The Museum was thoughtfully located within walking distance of Georgia’s firm. This triumph of coincidental geography meant that I saw Georgia more than anyone else outside her law firm. Whenever she was in town and she could sneak away from her piles of documents for a few minutes, we had coffee at the Starbucks around the corner or the occasional dinner. Sometimes I thought I was the only thing tethering Georgia to the life she was no longer living outside office hours.
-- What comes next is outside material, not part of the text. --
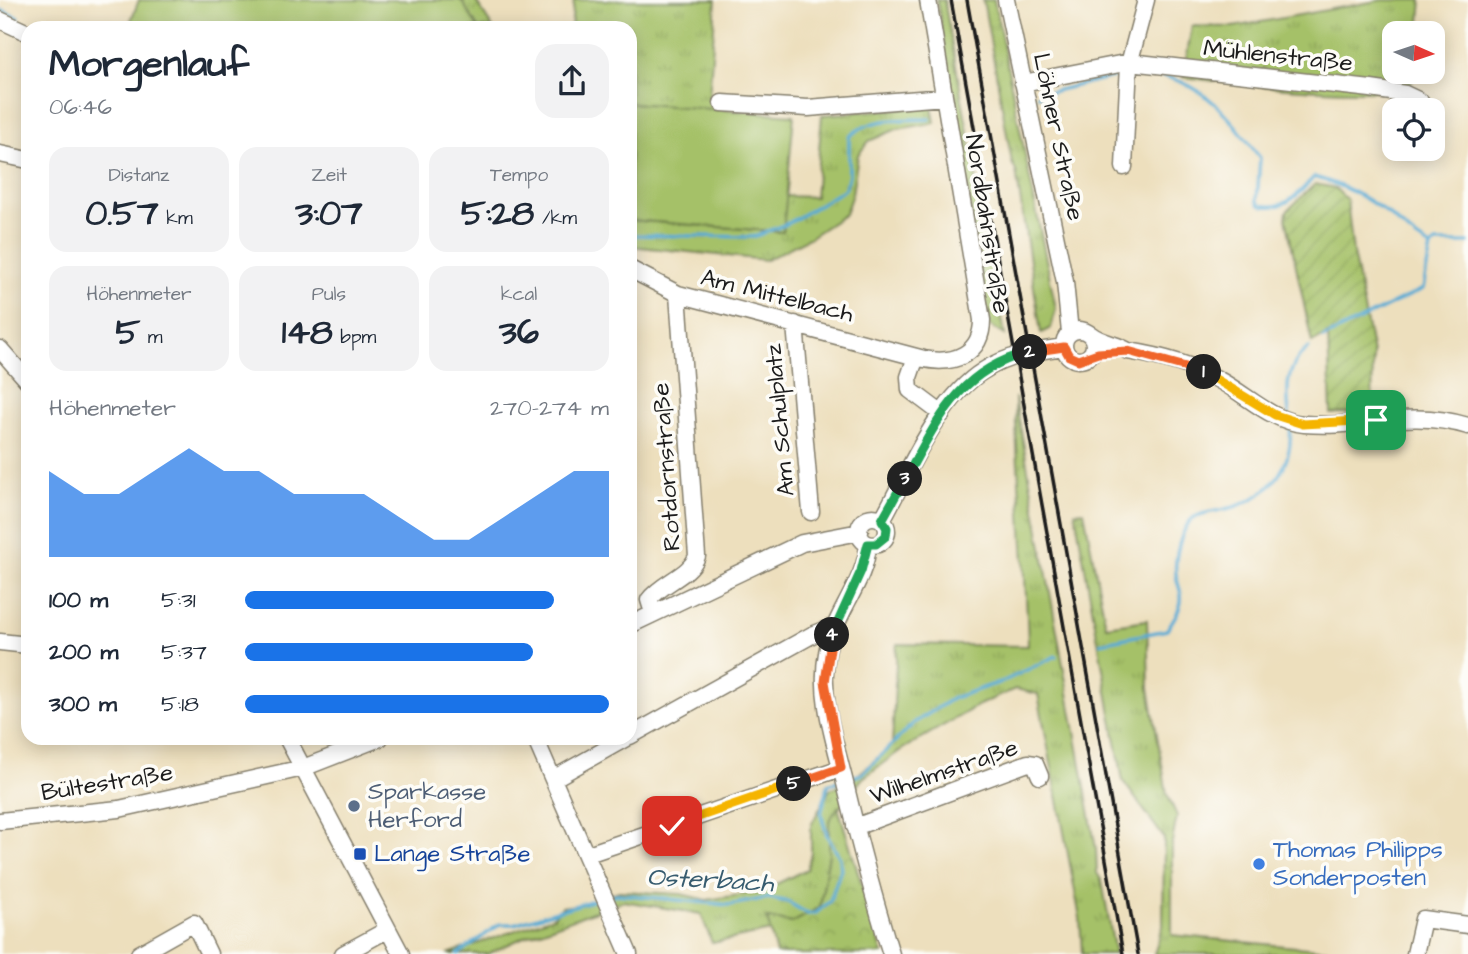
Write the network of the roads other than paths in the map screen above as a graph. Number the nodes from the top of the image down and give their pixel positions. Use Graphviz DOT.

She looked around, taking in the lazy afternoon stillness of the Museum, which was marred only by Minerva’s latest obsession: operatic arias. Extremely dramatic music floated down from her quarters, which took over the entire top floor of the building. Georgia raised her brow toward the staircase.

“It’s been arias for almost a month.” I shrugged. “I’m expecting a change any day now. Care to place a bet?”

“I’m still recovering from her brief flirtation with grunge rock, a decade late,” Georgia said darkly. “I’m not betting anymore.”

In case I failed to mention it—Minerva sang. Very badly. Unlike me, she had never relinquished her dreams of stardom, and were it not for her Simon Cowell phobia, I had no doubt she would audition for American Idol in a heartbeat. Tuesdays and Thursdays, she was that scary woman who nipped into the karaoke bar (alone) and belted out five or six songs over the course of the evening to the horror of the assembled birthday and going-away partiers. Don’t ask me how I knew this—I was still emotionally scarred and, as Georgia had pointed out, vows had been made.

“Court date?” I asked as Georgia glanced at her watch.

“Soon,” she said. “I just wanted to make sure I was actually back on East Coast time, in Boston. I’ve been traveling so long, I’m never really sure where I am.”

“Home sweet Beantown,” I assured her. “Do you have time for coffee?”

“Not today,” Georgia said, and stood up again. “I’ll see you at the Halloween party tomorrow. We will look fabulous, we will be intimidating, and we will make sure no one remembers any singing incidents.”

“I’m not going to the Halloween party.”

“Of course you are.”

“Georgia, please.” I glared at her. “I wasn’t going to the Halloween party as of two and a half weeks ago. If you concentrate, I bet you can remember why.”

“The Halloween party is tradition,” Georgia argued. “There’s no reason you should give up long-term traditions just because one or two things have changed recently.”

“You must be jet-lagged. Or maybe you’re just insane.” I held up a hand when she started to speak. “Even if I could somehow overlook the fact that Nate is hosting the freaking party in the very house where I discovered him sucking face with Helen—and who could overlook something like that, Georgia? Seriously?”

“But it’s not like it’s actually his—”

“Even if I could lobotomize myself so that I no longer cared about these things, the fact remains that I made a total ass of myself last night. I can’t walk in there and pretend that I don’t care that Nate’s with her of all people when forty-eight hours earlier I was belting out Janis Joplin three inches away from their faces. And it’s not like I can pretend it didn’t happen, either, because everyone we know watched me do it!”